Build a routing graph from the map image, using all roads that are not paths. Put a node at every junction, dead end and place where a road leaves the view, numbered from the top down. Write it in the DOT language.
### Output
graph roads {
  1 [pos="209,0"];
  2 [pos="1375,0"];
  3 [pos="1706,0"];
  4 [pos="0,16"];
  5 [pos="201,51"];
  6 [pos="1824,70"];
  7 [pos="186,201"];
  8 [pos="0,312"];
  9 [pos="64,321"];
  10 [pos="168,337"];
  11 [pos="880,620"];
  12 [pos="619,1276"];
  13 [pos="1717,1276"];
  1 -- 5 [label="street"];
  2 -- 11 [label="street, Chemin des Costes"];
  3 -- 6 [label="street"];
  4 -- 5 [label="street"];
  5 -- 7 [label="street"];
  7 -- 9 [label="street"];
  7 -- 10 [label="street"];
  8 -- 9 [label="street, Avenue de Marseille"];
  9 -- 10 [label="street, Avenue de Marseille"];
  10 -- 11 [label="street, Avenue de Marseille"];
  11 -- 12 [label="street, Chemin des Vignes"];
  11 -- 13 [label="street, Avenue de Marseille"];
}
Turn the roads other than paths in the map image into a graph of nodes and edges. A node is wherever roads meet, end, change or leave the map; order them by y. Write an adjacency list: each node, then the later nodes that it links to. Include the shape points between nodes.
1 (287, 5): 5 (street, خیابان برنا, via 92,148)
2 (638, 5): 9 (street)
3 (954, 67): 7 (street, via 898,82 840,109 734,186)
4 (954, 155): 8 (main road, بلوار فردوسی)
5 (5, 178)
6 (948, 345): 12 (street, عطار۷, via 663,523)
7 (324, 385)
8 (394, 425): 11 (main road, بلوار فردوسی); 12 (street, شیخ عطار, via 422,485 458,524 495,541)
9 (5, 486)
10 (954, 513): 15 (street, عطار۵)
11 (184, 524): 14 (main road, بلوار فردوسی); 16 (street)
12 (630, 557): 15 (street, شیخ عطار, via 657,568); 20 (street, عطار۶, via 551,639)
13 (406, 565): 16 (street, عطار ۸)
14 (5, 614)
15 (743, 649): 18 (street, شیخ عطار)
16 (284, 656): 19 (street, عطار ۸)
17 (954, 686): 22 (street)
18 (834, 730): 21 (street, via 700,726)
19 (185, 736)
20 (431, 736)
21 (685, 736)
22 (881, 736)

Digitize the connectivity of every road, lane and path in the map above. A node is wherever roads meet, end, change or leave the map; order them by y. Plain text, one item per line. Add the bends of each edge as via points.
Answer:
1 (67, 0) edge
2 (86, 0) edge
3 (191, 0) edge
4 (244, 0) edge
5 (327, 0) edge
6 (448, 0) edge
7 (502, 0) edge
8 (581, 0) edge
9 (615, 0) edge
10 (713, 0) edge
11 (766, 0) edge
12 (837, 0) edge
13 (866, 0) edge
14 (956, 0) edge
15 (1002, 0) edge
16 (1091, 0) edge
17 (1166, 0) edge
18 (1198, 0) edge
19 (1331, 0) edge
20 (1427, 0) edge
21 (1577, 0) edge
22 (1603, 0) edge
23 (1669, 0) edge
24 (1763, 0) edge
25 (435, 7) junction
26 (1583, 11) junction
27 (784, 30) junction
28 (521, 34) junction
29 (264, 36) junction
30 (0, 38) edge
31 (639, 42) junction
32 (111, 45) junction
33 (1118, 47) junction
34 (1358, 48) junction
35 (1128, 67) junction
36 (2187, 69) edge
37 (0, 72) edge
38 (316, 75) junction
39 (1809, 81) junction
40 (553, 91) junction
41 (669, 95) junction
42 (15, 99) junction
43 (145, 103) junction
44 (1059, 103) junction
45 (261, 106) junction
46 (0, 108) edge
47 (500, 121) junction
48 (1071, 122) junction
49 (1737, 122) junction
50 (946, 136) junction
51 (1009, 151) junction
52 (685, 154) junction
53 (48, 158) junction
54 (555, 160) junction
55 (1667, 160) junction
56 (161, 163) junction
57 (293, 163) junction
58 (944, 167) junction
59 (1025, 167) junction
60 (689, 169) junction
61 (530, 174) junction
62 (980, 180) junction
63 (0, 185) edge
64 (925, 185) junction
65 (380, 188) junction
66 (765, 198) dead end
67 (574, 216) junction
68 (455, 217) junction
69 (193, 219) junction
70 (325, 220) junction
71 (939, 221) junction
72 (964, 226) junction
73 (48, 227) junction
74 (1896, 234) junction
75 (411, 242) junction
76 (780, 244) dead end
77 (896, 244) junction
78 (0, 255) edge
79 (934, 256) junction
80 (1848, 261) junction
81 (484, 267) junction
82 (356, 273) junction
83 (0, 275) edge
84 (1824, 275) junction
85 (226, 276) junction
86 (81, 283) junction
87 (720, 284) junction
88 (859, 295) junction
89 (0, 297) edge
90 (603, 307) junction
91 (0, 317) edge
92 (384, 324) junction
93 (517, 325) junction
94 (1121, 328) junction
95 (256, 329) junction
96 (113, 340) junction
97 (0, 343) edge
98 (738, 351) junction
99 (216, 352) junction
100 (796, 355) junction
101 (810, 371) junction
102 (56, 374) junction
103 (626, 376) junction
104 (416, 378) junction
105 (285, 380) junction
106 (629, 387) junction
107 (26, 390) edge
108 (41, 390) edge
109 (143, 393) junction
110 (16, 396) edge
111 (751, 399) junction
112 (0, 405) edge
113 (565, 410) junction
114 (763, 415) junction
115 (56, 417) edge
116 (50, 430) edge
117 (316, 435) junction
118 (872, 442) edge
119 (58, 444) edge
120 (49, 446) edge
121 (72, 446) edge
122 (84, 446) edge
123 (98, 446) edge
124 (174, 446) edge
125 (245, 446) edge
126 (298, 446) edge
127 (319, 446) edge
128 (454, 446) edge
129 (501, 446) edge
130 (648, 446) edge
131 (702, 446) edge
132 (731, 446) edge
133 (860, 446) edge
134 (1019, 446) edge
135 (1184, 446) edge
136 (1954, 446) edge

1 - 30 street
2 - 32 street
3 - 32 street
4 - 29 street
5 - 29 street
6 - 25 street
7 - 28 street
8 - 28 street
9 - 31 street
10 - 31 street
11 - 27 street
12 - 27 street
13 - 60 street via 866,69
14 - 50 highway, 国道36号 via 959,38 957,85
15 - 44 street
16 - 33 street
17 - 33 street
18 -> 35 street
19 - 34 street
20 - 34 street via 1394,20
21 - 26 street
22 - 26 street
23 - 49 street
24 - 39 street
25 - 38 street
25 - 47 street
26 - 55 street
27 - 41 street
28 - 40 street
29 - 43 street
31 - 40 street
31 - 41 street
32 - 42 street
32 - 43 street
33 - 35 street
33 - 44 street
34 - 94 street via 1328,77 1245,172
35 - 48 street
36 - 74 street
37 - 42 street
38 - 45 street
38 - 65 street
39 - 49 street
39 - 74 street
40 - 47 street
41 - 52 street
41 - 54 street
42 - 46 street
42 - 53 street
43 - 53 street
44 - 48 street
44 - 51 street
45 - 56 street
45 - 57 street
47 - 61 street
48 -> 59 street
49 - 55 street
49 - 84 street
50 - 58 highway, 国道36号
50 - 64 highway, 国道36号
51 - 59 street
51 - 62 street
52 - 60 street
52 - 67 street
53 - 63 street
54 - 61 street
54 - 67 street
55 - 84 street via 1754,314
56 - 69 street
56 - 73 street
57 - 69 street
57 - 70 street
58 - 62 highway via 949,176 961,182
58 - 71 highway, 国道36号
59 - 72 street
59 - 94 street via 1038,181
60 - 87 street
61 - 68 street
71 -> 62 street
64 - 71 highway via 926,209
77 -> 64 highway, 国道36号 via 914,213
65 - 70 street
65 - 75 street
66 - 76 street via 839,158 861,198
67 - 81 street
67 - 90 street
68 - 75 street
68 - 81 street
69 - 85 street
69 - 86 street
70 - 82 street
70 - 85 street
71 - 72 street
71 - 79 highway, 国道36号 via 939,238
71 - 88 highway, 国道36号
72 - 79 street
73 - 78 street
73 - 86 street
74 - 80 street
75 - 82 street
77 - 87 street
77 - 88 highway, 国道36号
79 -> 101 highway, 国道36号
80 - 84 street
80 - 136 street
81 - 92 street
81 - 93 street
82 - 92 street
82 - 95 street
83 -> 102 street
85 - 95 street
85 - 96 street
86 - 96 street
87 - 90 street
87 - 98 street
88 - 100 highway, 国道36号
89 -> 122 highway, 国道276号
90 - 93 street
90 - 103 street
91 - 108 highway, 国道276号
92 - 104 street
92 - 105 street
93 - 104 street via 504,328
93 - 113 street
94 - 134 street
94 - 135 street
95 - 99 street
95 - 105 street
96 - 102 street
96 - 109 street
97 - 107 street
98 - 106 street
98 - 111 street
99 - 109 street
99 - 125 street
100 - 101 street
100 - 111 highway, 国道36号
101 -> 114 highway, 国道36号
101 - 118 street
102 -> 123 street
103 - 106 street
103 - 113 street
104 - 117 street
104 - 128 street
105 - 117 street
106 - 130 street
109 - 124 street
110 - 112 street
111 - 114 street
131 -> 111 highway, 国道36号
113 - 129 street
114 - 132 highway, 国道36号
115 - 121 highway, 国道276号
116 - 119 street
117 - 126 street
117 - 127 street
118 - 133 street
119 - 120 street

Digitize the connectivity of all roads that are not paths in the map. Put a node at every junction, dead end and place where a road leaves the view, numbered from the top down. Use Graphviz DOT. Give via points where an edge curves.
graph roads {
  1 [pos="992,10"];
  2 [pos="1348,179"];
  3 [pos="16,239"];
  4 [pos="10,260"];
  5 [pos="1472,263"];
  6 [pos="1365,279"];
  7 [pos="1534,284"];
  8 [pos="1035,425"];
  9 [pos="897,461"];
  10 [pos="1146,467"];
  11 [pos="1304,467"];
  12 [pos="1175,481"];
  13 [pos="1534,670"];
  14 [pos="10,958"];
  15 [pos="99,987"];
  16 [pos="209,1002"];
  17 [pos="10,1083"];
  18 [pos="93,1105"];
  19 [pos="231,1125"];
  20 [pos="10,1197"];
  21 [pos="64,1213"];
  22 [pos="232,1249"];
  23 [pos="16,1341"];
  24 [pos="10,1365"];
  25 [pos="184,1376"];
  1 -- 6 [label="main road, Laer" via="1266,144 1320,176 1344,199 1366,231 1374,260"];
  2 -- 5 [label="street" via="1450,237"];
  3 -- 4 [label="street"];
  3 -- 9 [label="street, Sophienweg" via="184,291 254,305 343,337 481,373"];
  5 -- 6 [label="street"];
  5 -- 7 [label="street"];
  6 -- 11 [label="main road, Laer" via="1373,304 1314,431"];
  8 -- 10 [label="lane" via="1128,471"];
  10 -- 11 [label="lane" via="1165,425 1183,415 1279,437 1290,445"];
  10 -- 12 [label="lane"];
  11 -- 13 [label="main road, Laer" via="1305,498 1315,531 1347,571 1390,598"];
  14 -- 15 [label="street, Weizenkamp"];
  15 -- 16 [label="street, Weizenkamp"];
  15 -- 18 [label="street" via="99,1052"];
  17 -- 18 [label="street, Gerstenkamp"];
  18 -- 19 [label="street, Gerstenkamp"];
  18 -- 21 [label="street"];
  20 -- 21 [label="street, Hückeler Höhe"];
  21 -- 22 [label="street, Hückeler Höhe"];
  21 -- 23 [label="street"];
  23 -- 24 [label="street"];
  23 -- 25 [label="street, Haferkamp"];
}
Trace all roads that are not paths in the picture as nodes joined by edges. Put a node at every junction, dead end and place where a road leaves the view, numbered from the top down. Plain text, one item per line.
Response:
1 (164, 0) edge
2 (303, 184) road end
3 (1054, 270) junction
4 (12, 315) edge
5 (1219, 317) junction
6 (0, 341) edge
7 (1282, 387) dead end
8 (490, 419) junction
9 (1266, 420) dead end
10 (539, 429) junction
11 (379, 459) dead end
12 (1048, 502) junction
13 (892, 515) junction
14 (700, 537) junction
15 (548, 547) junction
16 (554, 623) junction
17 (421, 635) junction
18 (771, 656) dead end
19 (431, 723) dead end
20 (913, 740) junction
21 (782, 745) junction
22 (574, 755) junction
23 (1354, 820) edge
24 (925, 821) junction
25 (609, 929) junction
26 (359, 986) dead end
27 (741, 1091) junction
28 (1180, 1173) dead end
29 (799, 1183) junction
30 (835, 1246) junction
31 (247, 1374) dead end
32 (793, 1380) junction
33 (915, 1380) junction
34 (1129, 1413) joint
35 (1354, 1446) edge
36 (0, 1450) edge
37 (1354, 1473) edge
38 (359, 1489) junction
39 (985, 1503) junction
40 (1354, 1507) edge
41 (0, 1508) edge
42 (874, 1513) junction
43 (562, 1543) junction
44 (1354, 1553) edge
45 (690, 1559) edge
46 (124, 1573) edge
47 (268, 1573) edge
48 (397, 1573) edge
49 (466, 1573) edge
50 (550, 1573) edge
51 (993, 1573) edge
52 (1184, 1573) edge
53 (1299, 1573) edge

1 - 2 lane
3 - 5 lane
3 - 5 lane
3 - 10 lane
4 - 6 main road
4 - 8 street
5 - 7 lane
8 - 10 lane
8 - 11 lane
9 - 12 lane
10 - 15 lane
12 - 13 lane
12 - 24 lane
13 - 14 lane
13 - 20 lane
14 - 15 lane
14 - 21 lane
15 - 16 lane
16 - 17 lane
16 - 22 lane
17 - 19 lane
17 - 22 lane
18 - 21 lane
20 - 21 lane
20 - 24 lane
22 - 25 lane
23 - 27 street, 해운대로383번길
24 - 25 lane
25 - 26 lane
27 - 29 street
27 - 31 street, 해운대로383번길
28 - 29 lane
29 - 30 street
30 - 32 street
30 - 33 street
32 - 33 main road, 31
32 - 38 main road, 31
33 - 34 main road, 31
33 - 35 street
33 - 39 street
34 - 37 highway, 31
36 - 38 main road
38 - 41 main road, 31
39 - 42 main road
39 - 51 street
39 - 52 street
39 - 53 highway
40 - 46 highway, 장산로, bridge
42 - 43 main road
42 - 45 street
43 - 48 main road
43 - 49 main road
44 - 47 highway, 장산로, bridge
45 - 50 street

########################################

_Brief_: Lines after the one containing "Digitize the connectivity of every" are not wanted; repeat exactly each line above from the first up to and including it.

_Response to this task_:
Build a routing graph from the map image, using all roads that are not paths. Put a node at every junction, dead end and place where a road leaves the view, numbered from the top down. Write it in the DOT language.
### Output
graph roads {
  1 [pos="209,0"];
  2 [pos="1375,0"];
  3 [pos="1706,0"];
  4 [pos="0,16"];
  5 [pos="201,51"];
  6 [pos="1824,70"];
  7 [pos="186,201"];
  8 [pos="0,312"];
  9 [pos="64,321"];
  10 [pos="168,337"];
  11 [pos="880,620"];
  12 [pos="619,1276"];
  13 [pos="1717,1276"];
  1 -- 5 [label="street"];
  2 -- 11 [label="street, Chemin des Costes"];
  3 -- 6 [label="street"];
  4 -- 5 [label="street"];
  5 -- 7 [label="street"];
  7 -- 9 [label="street"];
  7 -- 10 [label="street"];
  8 -- 9 [label="street, Avenue de Marseille"];
  9 -- 10 [label="street, Avenue de Marseille"];
  10 -- 11 [label="street, Avenue de Marseille"];
  11 -- 12 [label="street, Chemin des Vignes"];
  11 -- 13 [label="street, Avenue de Marseille"];
}
Turn the roads other than paths in the map image into a graph of nodes and edges. A node is wherever roads meet, end, change or leave the map; order them by y. Write an adjacency list: each node, then the later nodes that it links to. Include the shape points between nodes.
1 (287, 5): 5 (street, خیابان برنا, via 92,148)
2 (638, 5): 9 (street)
3 (954, 67): 7 (street, via 898,82 840,109 734,186)
4 (954, 155): 8 (main road, بلوار فردوسی)
5 (5, 178)
6 (948, 345): 12 (street, عطار۷, via 663,523)
7 (324, 385)
8 (394, 425): 11 (main road, بلوار فردوسی); 12 (street, شیخ عطار, via 422,485 458,524 495,541)
9 (5, 486)
10 (954, 513): 15 (street, عطار۵)
11 (184, 524): 14 (main road, بلوار فردوسی); 16 (street)
12 (630, 557): 15 (street, شیخ عطار, via 657,568); 20 (street, عطار۶, via 551,639)
13 (406, 565): 16 (street, عطار ۸)
14 (5, 614)
15 (743, 649): 18 (street, شیخ عطار)
16 (284, 656): 19 (street, عطار ۸)
17 (954, 686): 22 (street)
18 (834, 730): 21 (street, via 700,726)
19 (185, 736)
20 (431, 736)
21 (685, 736)
22 (881, 736)

Digitize the connectivity of every road, lane and path in the map above. A node is wherever roads meet, end, change or leave the map; order them by y. Plain text, one item per line. Add the bends of each edge as via points.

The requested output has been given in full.